Cette distance prise au cours de la dernière année par rapport au pouvoir peut expliquer en partie la grande sérénité affichée le soir de la défaite et le lendemain, en annonçant sa démission comme chef du PLQ.

Chose certaine, en cas de défaite, il estimait qu'il n'avait d'autre choix que de tirer sa révérence, selon un de ses proches. Il savait que «le PLQ n'a aucune pitié pour les perdants», selon cette source.

Soirée électorale

Le soir du 4 septembre, M. Charest s'est présenté à l'Hôtel Delta à Sherbrooke pour attendre les résultats électoraux. Bien qu'il savait qu'une défaite était probable, il paraissait très calme, indiquent plusieurs témoins.

Deux suites avaient été mises à sa disposition, une pour sa famille, l'autre pour quelques conseillers, amis, organisateurs et dirigeants du parti.

M. Charest, qui s'attendait à un résultat très serré, a dit à ses conseillers qu'il ne s'accrocherait pas au pouvoir à tout prix s'il était défait de justesse. Pas question d'alliance avec la Coalition avenir Québec (CAQ) de François Legault. Pas question, non plus, de contester le résultat, si le Parti québécois l'emportait de justesse, voire par un seul siège.

Il savait aussi que sa défaite était probable dans sa circonscription de Sherbrooke. Il a demandé à ses conseillers de ne jamais critiquer publiquement le choix des électeurs, s'estimant «privilégié» d'avoir eu la confiance de la population de Sherbrooke à maintes reprises dans le passé.

Il a informé sa garde rapprochée que s'il était reporté au pouvoir, mais défait dans son comté, il allait demander à un de ses députés de lui céder son siège. Il a dit qu'il avait déjà choisi lequel, mais n'a pas révélé son nom.

Jusqu'à la fin, il aura espéré se faufiler entre la CAQ, si elle avait mieux performé dans le 450, et le Parti québécois.

Quand les résultats ont été connus, en fin de soirée, M. Charest a paru très serein, nullement amer, dit-on. Quand même, l'émotion était à fleur de peau: il savait que sa carrière politique venait de prendre fin. «Je ne l'ai jamais vu aussi ému», confiera une des personnes présentes.

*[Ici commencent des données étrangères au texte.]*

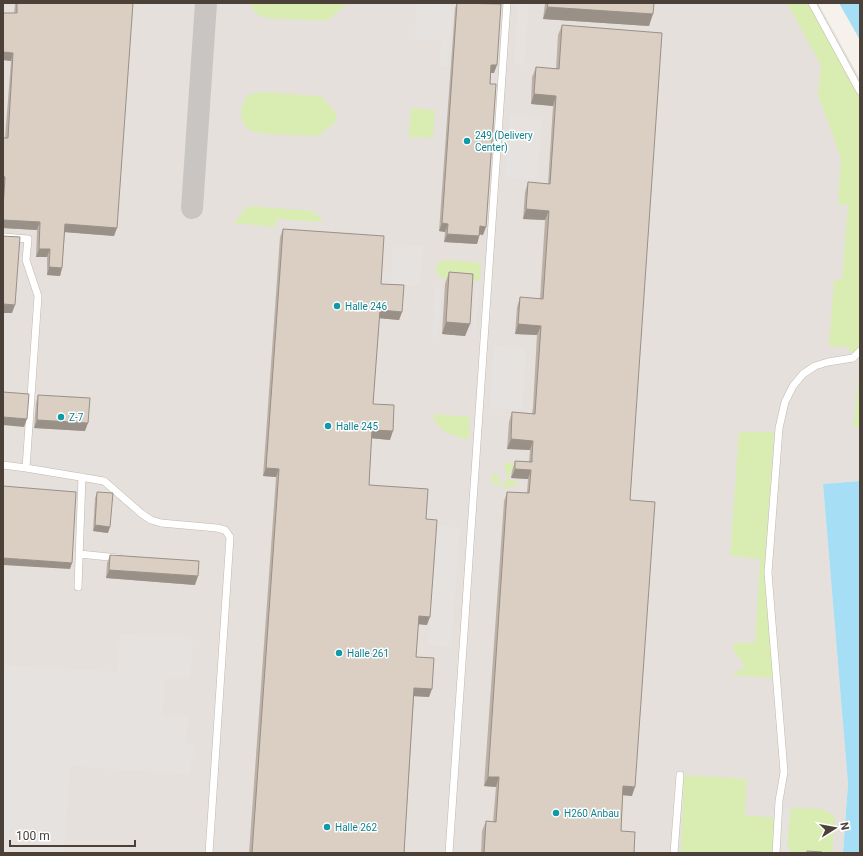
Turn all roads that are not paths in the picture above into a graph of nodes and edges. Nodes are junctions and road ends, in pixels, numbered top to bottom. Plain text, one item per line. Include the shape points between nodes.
1 (507, 3) edge
2 (812, 3) edge
3 (860, 91) edge
4 (3, 237) edge
5 (860, 351) edge
6 (3, 466) edge
7 (26, 468) junction
8 (82, 477) junction
9 (79, 554) junction
10 (126, 558) edge
11 (78, 587) dead end
12 (680, 775) dead end
13 (209, 853) edge
14 (449, 853) edge
15 (674, 853) edge
16 (776, 853) edge

1 - 14 street
2 - 3 street
4 - 7 street via 28,239 26,260 38,296
5 - 16 street via 853,358 815,366 803,374 785,402 779,428 768,573 784,772 779,801
6 - 7 street
7 - 8 street
8 - 9 street
8 - 13 street via 104,481 151,520 217,528 225,530 230,537
9 - 10 street
9 - 11 street
12 - 15 street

Parmi ses anciens collaborateurs, les avis sont partagés sur les chances de revoir un jour Jean Charest en politique active. Certains sont persuadés que ce n'est pas dans ses plans, qu'il veut effectuer «une assez longue transition» en pratiquant le droit avant de faire d'autres projets d'avenir. D'autres croient «qu'il ne faut jamais dire jamais», surtout quand on parle d'un homme aussi passionné de politique que lui. «C'est sur la glace», résume un proche de longue date, sourire en coin.